Robbie leaned down and gave me a peck on the cheek before wrapping me in a one armed hug. “You’re welcome to come back anytime. It seems like you’re keeping my brother in check. He needs someone like that.”
Logan flipped him off before leaning in so they could do that weird, handshake turned hug thing that guys always do. After we bid farewell, the both of us headed toward his car. He surprised me by opening my door and closing it after I was seated and during the ride home he hummed along quietly to an old Tom Waits song. The heat was blasting and the air outside was frigid, but it was okay. It was peaceful. Warm in that way that I just couldn’t seem to describe.
As we walked along the dock back to Logan’s, I couldn’t help but want to fight to keep that feeling. That warmth. I couldn’t risk losing it again because, dammit, it had been so long since I felt so alive.
“Kiss me again.”
He turned to look at me and a tick appeared in his jaw. “J…”
I took a step closer to him and slid my hands up his chest, pushing his jacket open. “I want you to kiss me again. You asked me if you could misbehave after dinner. Do it, Logan. Do.

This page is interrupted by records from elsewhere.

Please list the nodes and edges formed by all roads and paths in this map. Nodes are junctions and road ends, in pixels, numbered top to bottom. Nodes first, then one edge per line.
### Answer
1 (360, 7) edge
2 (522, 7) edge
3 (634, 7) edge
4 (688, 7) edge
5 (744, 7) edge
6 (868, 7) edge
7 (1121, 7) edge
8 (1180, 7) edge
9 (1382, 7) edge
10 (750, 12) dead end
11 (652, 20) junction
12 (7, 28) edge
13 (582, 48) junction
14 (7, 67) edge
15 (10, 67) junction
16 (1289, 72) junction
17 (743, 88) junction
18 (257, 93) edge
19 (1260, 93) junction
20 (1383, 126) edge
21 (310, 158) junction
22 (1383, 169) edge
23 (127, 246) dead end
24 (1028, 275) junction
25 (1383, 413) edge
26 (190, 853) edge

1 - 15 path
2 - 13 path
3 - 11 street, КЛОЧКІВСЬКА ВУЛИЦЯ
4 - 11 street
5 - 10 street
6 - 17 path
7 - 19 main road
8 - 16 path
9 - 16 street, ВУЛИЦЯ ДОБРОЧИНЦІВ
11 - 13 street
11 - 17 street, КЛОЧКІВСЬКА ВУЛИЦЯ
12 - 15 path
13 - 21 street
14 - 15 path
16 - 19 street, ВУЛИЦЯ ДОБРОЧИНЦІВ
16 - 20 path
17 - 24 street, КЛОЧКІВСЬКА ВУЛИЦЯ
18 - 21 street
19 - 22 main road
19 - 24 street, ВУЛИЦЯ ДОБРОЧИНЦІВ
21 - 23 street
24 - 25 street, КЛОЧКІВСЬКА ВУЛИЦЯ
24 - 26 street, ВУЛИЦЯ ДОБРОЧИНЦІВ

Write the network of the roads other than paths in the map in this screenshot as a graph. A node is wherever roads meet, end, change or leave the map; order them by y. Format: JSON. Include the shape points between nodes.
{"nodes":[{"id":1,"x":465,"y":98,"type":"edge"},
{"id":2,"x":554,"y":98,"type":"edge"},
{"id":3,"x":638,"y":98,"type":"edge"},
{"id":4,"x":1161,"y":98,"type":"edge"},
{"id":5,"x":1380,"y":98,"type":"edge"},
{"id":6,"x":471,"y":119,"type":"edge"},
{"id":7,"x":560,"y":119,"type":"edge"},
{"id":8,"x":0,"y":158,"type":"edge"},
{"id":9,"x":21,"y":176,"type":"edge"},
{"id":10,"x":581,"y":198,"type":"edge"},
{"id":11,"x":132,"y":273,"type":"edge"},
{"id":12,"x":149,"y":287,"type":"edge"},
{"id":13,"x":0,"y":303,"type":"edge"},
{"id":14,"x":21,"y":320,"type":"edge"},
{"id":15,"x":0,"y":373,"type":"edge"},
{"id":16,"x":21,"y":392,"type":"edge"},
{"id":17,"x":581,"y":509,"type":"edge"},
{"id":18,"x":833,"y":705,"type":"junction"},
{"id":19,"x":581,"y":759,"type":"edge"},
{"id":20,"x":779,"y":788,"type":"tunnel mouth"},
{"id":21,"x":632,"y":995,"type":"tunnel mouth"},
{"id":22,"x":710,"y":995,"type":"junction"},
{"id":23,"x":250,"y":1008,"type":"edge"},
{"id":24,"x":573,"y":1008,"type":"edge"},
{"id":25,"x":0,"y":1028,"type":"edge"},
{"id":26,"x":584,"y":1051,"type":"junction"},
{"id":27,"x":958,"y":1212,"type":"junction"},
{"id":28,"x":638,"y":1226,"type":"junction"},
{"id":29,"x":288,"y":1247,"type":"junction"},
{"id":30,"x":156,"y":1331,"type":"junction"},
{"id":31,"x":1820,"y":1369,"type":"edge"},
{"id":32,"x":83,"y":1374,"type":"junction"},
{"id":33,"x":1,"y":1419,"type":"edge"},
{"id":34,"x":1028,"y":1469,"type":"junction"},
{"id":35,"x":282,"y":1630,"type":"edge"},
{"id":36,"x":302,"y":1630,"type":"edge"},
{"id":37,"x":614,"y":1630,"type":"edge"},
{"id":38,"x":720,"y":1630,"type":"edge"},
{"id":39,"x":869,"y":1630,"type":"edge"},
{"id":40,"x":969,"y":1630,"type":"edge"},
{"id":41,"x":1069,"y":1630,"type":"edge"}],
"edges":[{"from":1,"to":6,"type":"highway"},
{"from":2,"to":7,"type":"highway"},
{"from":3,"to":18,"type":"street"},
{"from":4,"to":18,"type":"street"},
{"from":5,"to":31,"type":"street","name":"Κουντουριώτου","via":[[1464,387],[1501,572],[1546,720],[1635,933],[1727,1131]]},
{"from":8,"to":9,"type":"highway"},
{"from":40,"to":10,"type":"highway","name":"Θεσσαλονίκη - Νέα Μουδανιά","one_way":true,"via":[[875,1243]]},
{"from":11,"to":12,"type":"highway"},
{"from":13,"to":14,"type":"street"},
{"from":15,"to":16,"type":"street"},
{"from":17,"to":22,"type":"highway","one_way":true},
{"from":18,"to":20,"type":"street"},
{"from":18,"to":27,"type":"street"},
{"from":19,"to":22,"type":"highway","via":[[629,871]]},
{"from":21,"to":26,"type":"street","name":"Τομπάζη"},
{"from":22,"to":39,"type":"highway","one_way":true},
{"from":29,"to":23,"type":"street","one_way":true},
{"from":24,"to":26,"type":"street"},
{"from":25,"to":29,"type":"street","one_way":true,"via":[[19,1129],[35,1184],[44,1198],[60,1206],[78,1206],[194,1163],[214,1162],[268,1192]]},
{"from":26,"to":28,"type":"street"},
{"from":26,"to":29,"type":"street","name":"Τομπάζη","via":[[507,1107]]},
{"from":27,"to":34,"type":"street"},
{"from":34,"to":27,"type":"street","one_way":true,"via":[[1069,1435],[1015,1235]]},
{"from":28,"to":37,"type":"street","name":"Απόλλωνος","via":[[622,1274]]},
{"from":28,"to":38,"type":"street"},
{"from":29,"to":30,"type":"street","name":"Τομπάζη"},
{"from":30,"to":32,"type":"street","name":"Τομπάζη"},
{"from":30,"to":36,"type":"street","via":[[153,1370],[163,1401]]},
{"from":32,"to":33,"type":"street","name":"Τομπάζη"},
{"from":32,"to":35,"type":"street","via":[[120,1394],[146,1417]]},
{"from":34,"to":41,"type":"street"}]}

It.”
That was all it took and then Logan was pulling me against him, his control snapping in an instant. His mouth ate at mine hungrily, all lips and teeth and tongue. Eagerly, he sucked my tongue into his mouth, not stopping until I was moaning and pushing my hands against his chest.
It was hot. Heavy. The most erotic thing to ever happen to me and we hadn’t even slept together yet. He was going to destroy my body and I would gladly let him. I was Logan’s for the taking and my willingness to submit caught me by surprise.
“You’re sure?” he said with his lips against mine. He was breathing heavily, panting, and I was dizzy with need.